2. You’ll lose the financial leverage that a mortgage provides. When you buy an asset with borrowed money, your potential return is higher—assuming the asset increases in value.
For example, suppose you bought a $300,000 home that has since risen in value by $100,000 and is now worth $400,000. If you had paid cash for the home, then your return would be 33% (a $100,000 gain on your $300,000). However, if you had put down 20% and borrowed the remaining 80%, then your return would be 166% (a $100,000 gain on your $60,000 down payment). This oversimplified example ignores mortgage interest, tax deductions, and other factors, but that’s the general principle.

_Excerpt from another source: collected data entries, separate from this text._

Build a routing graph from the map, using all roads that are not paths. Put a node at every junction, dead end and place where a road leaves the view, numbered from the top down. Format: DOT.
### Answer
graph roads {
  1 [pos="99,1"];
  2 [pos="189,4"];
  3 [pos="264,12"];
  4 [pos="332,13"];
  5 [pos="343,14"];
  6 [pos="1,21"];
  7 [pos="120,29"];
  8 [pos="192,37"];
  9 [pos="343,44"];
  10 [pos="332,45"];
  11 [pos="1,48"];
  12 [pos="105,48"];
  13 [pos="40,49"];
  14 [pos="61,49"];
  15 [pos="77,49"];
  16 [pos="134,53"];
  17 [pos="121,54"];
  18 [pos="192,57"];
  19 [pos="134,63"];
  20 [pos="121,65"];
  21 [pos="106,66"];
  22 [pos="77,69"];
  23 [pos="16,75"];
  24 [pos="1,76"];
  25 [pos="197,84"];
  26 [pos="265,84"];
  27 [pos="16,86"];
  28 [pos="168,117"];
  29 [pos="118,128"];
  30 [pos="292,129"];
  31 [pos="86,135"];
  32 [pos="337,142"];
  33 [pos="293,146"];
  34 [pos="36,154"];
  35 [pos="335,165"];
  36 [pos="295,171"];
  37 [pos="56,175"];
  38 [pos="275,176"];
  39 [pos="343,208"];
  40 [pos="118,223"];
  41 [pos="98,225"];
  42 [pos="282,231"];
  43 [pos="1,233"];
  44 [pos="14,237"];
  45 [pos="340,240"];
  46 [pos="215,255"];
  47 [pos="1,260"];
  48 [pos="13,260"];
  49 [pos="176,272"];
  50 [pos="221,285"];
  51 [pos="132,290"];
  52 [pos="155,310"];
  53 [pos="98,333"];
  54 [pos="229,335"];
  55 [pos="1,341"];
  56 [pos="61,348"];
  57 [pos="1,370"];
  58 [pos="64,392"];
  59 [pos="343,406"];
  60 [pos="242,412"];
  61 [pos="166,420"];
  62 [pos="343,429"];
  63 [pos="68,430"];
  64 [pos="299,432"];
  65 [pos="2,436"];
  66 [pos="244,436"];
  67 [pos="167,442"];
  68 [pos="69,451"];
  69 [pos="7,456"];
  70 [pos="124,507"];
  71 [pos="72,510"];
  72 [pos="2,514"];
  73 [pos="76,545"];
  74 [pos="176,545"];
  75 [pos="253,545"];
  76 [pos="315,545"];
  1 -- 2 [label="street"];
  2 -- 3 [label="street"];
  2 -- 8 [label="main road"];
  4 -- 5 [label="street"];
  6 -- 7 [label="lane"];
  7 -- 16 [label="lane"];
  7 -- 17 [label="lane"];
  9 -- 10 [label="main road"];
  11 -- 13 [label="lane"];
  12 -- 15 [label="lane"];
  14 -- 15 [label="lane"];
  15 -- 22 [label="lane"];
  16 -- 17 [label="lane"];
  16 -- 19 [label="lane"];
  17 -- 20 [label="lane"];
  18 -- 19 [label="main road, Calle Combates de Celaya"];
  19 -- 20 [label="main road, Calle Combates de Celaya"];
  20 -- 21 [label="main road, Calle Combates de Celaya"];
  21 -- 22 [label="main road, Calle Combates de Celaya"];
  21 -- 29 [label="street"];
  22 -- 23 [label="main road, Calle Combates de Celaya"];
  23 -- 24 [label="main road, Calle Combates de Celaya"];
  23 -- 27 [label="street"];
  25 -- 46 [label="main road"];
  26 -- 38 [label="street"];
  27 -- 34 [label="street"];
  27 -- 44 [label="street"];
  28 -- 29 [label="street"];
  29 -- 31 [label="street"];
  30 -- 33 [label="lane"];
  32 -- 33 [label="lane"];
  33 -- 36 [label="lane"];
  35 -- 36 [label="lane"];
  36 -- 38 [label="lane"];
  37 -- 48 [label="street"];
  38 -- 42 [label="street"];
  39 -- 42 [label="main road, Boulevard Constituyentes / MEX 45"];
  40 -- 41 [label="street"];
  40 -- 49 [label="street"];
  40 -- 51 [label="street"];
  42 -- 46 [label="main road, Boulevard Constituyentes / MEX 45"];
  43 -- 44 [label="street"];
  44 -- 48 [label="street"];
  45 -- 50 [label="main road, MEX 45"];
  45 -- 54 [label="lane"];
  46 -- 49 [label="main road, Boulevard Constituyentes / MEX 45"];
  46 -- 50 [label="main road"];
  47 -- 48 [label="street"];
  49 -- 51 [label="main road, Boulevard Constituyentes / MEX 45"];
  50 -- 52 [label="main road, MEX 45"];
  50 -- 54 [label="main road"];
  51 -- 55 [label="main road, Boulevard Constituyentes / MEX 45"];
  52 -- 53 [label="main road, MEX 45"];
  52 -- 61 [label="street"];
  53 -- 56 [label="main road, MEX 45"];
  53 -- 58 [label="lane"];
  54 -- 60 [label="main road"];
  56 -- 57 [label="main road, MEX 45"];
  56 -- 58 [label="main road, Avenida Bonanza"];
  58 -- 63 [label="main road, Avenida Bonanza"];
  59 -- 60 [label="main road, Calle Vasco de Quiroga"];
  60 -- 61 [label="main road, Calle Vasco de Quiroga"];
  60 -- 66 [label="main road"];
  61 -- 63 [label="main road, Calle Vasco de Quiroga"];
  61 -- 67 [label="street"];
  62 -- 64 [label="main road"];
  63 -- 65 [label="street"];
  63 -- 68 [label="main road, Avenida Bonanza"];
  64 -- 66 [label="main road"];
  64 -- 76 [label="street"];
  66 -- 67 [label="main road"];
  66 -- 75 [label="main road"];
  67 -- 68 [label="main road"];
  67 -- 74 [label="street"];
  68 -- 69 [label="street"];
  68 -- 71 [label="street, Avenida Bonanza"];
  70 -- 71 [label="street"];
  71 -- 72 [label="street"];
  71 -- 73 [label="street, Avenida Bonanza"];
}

It’s worth noting that leverage works in the other direction, too. If your home declines in value, then you can lose more, on a percentage basis, if you have a mortgage than if you had paid cash. That may not matter if you intend to stay in the home, but if you need to move, then you could find yourself owing your lender more money than you can collect from the sale.
3. You’ll sacrifice liquidity. Liquidity refers to how quickly you can take your cash out of an investment, if you ever need to. Most types of bank accounts are totally liquid, meaning that you can obtain cash almost instantly. Mutual funds and brokerage accounts can take a little longer, but not much. A home, however, can easily require months to sell.
You can, of course, borrow against the equity in your home, through a home equity loan, a home equity line of credit, or, if you’re at least age 62, a reverse mortgage. As Garry points out, however, all of these options have drawbacks, including fees and borrowing limits, so they should not be entered into casually.
Buying a Home with Cash: FAQs
How common are all-cash home sales? Just over 25% of single-family house and condominium sales were all cash in 2019, according to ATTOM Data Solutions.
How much can I save if I pay all cash? A study published in 2021 found that homebuyers with mortgages paid 11% more on average than those who paid all cash. But a lot will depend on the state of the housing market at any given time.
If I change my mind later and want to get a loan on a home that I paid cash for, can I? Yes, and you’ll have a variety of options to choose from. These include a mortgage with cash-out refinancing, a home equity loan or line of credit, or a reverse mortgage if you meet the age requirements.
Is there a way to get cash from my securities without selling them (and incurring a big tax bill)? If you have investments in a brokerage account that allows margin loans for purposes such as buying real estate, then you may be able to borrow as much as 50% of their value without selling them. However, this is a risky move, especially if you don’t pay the money back quickly, such as by taking a mortgage on the home soon after you’ve completed the all-cash transaction.